On peut dire toutefois que le militaire de la Gendarmerie reste relativement “sous emprise” dans le lien hiérarchique étroit avec ses chefs puisque le biotope est dimensionné pour le “tenir rênes courtes”, avec par exemple un régime disciplinaire très stricte : ce sont les jours d’arrêt que le fonctionnaire civil ne connaît pas dans son échelle de sanctions ou la mutation d’office pour des motifs tenant à la personne du militaire qui ne constitue pas une mesure statutaire.

On peut signaler aussi ici que lors des cérémonies militaires dites de “prise d’armes” pour installer solidement l’autorité hiérarchique de chaque nouveau chef territorial de Gendarmerie, on demande très solennellement sur le “front des troupes” de le reconnaître désormais pour chef, et de lui obéir pour in fine, pour “le succès des armes de la France”.

Napoléon a militarisé les sapeurs-pompiers de Paris

C’est un “rite laïque” très puissant, au pied du mât des couleurs nationales, c’est à dire sous l’oeil de la République, qui marque solennellement les esprits en rappelant au passage ce que l’on est et pourquoi on est là au service de ce qui est plus grand que soi !

Pour finir, on peut ajouter qu’au cours de sa longue histoire, le modèle RH militaire a toujours été inspirateur ou préfigurateur des systèmes d’organisation du monde civil, privé comme public.

Rappelons-nous Napoléon, furieux de l’inefficacité des secours lors de l’incendie en 1811 de la salle de bal de l’ambassadeur d’Autriche lors de son mariage avec Marie-Louise.
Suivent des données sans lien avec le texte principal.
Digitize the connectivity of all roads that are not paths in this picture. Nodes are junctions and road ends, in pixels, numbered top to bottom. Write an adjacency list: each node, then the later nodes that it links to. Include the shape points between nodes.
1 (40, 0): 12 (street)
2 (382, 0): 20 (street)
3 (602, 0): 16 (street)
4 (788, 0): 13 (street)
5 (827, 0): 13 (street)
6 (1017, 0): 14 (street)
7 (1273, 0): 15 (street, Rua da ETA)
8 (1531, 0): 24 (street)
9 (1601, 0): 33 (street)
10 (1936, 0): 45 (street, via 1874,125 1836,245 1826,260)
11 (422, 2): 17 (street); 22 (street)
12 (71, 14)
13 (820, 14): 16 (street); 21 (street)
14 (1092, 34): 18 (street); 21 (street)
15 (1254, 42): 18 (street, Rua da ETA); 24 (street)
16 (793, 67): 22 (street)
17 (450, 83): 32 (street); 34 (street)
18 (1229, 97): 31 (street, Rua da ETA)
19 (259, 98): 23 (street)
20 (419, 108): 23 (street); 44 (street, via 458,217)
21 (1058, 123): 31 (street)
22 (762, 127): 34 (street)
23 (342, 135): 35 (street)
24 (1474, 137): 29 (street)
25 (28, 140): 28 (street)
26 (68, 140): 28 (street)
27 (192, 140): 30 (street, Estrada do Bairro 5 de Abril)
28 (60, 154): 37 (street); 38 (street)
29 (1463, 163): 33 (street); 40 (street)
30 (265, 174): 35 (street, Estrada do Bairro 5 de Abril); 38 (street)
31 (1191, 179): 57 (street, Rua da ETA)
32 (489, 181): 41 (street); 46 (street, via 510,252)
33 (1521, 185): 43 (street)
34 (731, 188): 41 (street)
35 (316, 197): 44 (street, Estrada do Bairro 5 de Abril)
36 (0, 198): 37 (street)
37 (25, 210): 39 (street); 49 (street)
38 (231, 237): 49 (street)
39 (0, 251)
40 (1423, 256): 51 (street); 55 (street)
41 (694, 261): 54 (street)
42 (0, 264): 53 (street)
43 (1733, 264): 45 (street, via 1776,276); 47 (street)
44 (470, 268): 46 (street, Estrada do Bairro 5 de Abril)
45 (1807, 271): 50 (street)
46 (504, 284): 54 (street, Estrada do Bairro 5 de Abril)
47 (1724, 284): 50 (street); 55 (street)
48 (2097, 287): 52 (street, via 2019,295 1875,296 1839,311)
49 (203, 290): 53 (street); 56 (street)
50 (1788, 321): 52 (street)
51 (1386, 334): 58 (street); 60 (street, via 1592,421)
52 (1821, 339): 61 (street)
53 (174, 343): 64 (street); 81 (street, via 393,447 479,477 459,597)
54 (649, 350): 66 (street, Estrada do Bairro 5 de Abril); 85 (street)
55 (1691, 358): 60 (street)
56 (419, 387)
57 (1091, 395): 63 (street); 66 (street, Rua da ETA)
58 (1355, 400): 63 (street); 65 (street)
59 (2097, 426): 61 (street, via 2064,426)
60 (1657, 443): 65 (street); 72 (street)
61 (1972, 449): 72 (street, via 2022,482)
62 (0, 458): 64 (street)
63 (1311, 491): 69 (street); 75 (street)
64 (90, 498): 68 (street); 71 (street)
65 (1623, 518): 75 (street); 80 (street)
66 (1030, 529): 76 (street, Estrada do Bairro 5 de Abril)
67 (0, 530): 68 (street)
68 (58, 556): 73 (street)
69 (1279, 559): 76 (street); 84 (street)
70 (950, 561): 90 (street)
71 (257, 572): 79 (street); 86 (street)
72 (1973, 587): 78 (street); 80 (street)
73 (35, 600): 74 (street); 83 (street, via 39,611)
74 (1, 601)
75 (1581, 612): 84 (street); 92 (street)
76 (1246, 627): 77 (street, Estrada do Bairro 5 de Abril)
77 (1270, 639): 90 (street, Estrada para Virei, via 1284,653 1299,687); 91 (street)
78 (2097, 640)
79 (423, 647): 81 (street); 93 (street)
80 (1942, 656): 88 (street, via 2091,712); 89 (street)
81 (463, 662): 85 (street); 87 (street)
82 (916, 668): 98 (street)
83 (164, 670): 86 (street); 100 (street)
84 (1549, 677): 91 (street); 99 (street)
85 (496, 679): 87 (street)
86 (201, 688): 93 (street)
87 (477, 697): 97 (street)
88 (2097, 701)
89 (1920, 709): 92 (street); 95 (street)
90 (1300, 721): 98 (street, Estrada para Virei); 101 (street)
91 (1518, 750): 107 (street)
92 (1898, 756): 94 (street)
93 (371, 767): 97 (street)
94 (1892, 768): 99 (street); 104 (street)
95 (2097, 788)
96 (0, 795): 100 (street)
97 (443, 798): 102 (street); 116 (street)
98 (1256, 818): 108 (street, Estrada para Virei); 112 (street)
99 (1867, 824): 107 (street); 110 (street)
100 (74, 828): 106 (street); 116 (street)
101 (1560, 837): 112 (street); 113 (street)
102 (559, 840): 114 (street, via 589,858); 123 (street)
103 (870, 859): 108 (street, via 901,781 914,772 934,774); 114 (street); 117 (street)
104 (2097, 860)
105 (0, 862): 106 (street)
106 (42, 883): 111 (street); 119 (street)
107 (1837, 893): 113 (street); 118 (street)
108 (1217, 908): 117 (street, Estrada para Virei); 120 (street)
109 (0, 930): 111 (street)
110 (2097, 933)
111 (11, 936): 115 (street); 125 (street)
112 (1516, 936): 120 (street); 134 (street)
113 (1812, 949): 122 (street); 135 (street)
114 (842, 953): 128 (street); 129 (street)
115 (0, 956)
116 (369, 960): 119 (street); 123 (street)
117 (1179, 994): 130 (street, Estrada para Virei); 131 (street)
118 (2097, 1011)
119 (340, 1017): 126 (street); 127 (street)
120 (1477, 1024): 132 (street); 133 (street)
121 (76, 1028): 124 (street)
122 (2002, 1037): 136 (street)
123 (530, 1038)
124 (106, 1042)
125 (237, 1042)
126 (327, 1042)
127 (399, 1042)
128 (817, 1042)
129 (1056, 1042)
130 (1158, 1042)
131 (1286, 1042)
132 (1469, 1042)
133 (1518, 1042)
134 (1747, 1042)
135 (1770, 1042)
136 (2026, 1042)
Il a alors militarisé les sapeurs-pompiers de Paris qui étaient jusque là un corps civil de gardiens des pompes. Ou encore le général De Gaulle, mécontent de l’organisation des secours lors de la rupture du barrage de Malpasset en 1959, qui fit près de 400 morts, il a constitué à partir d’un régiment du génie de l’armée de terre un corps militaire de sécurité civile.

1 COMMENTAIRE

  1. Je ne sais pas si du temps de Napoléon on parlait de “management” ce terme me dérange.
    On voit ce que cela donne entre le terrain et les sales de commandement.
    Pour que le management soit efficace, il serait nécessaire que les managers soient devant sur le terrain, avec les hommes au contact, pour apprécier les “commandements” donnés.
    Je suis sûrement hors sujet, mais dans le contexte actuel le mot “management” m’indispose.